Он больше не чувствовал усталости; он был готов танцевать до утра; но он решил переспать с негритянкой, это было важнее. То, что было особенно отрадно в опьянении, так это власть над предметами, которую оно давало. Не было необходимости трогать их: просто взгляд — и ты ими владеешь; он владел этим лбом, этими черными волосами; он ласкал свои глаза этим гладким лицом. Дальше все становилось туманным; был толстый господин — он пил шампанское, а потом люди, которые сгрудились все разом и которых он едва различал. Танец закончился; они направились к столику.
— Вы хорошо танцуете, — сказала она. — У такого красавчика, как вы, наверняка было много женщин.
— Я девственник, — ответил Филипп.
— Врунишка! Он поднял руку:
— Клянусь вам, я девственник. Клянусь жизнью матери.
— Да? — разочарованно протянула она. — Значит, женщины вас не интересуют?

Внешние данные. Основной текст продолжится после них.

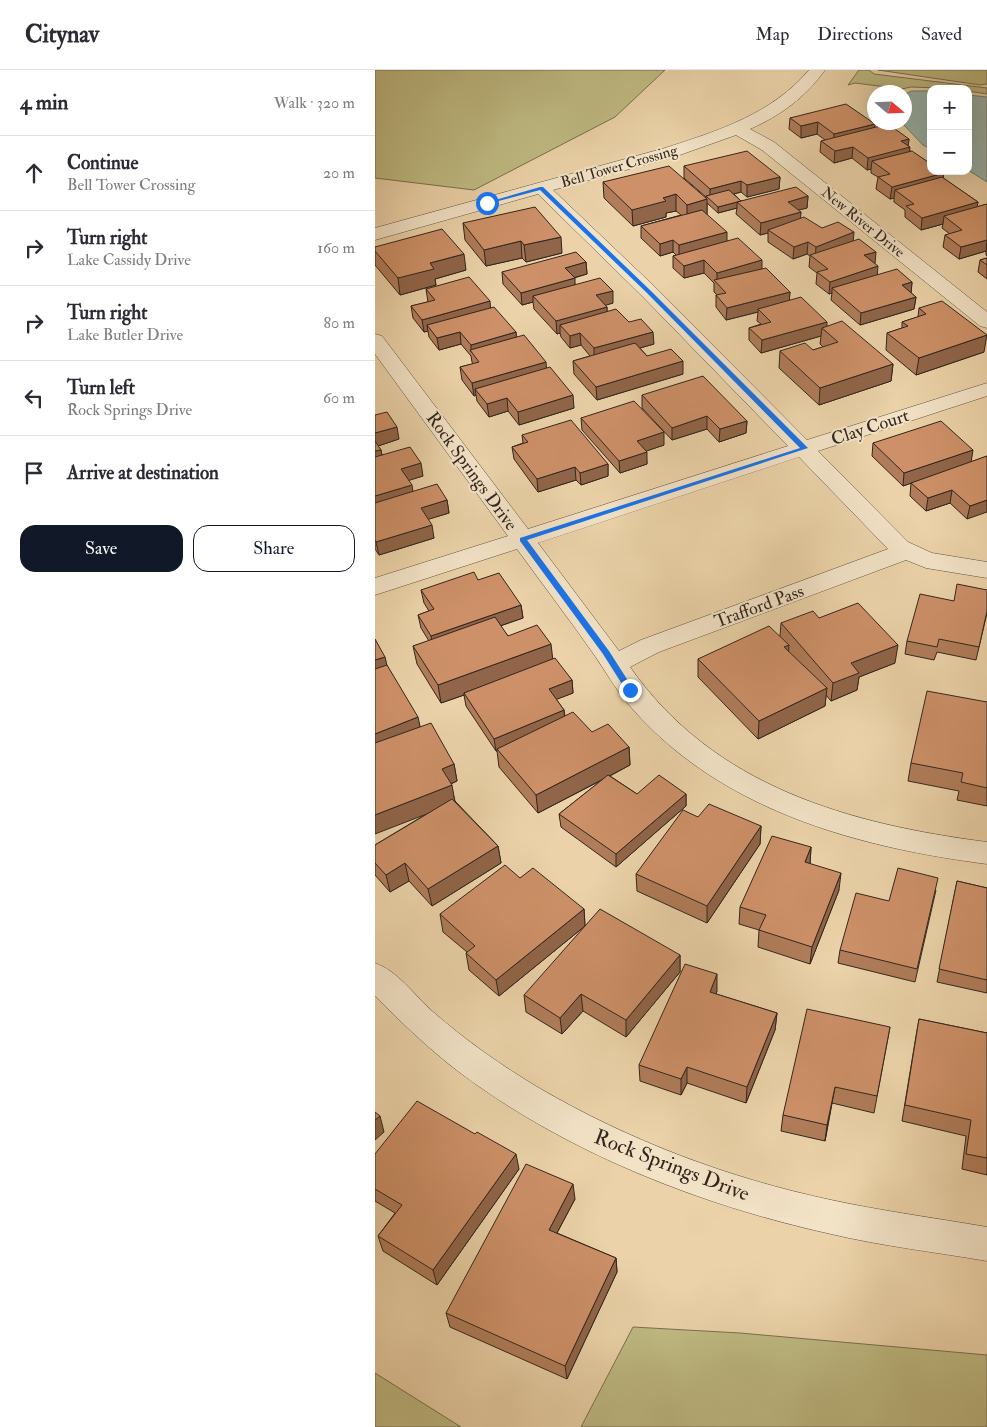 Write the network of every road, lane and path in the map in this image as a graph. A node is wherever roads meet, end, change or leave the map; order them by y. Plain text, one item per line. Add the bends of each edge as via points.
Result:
1 (817, 70) edge
2 (736, 128) junction
3 (541, 188) junction
4 (375, 234) edge
5 (987, 322) edge
6 (375, 340) edge
7 (987, 389) edge
8 (805, 448) junction
9 (523, 539) junction
10 (906, 551) junction
11 (987, 570) edge
12 (375, 587) edge
13 (613, 664) junction
14 (987, 853) edge
15 (375, 976) edge
16 (987, 1244) edge

1 - 2 street, Bell Tower Crossing via 785,102
2 - 3 street, Bell Tower Crossing via 671,152
2 - 5 street, New River Drive via 768,146
3 - 4 street, Bell Tower Crossing
3 - 8 street
6 - 9 street, Rock Springs Drive
7 - 8 street, Clay Court
8 - 9 street
8 - 10 street, Clay Court
9 - 12 street
9 - 13 street, Rock Springs Drive
10 - 11 street, Clay Court via 926,560
10 - 13 street, Trafford Pass via 649,646
13 - 14 street, Rock Springs Drive via 630,690 662,726 704,760 754,789 818,816 895,839
15 - 16 street, Rock Springs Drive via 450,1045 516,1092 585,1131 662,1166 744,1194 830,1217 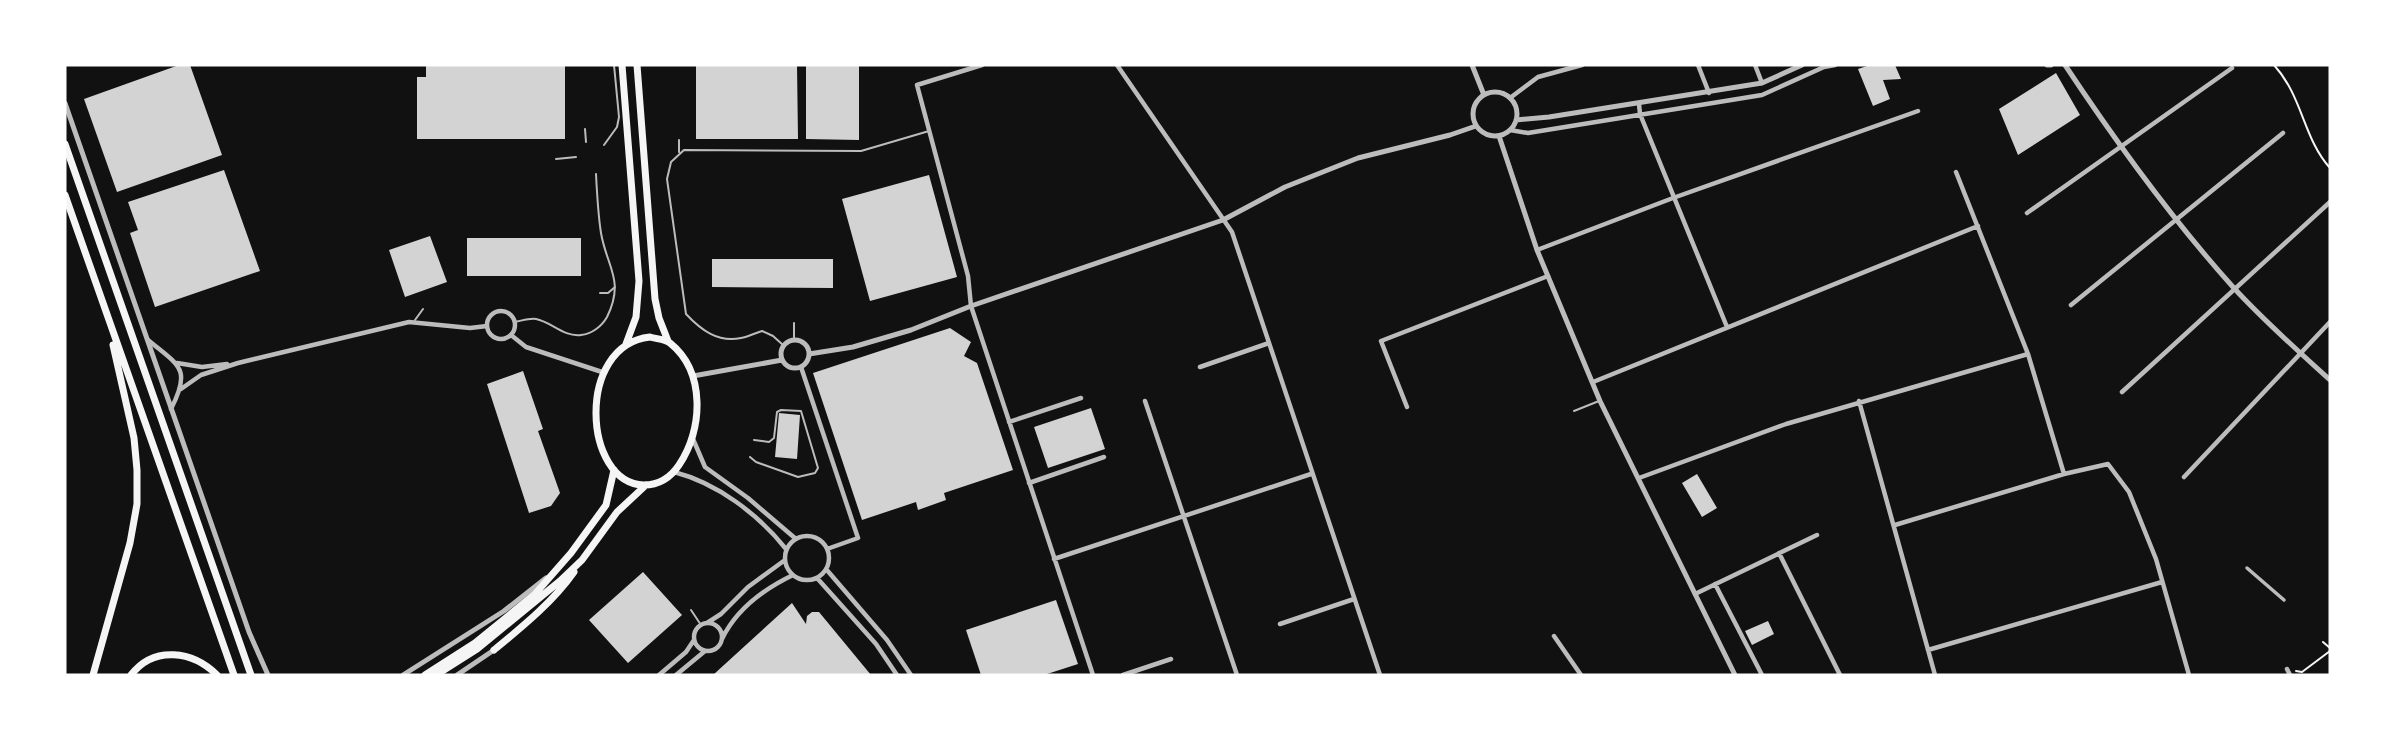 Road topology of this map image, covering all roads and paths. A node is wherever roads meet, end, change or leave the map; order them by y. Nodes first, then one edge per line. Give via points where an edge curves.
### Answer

— Не знаю, — ответил он. — Посмотрим.
Он посмотрел на нее, он владел ею глазами, потом скорчил рожу и сказал:
— Я рассчитываю на тебя.
Она выдохнула ему в лицо дым от сигареты:
— Что ж, увидишь, на что я способна.
Он взял ее за волосы и притянул к себе; вблизи она, все же слегка пахла салом. Он легко поцеловал ее в губы. Она сказала:
— Девственник. Кажется, у меня крупный выигрыш!
— Выигрыш? — удивился он. — Бывает только проигрыш.
Он ее совсем не желал. Но он был доволен, потому что она была красива и не смущала его. Ему стало легко-легко, и он подумал: «Я умею говорить с женщинами». Он отпустил ее, она выпрямилась; чемоданчик Филиппа упал на пол.
— Осторожно! — сказал он. — Ты что, пьяна? Она подняла чемоданчик:
— Что там?
— Тш! Не трогай: это дипломатический чемоданчик.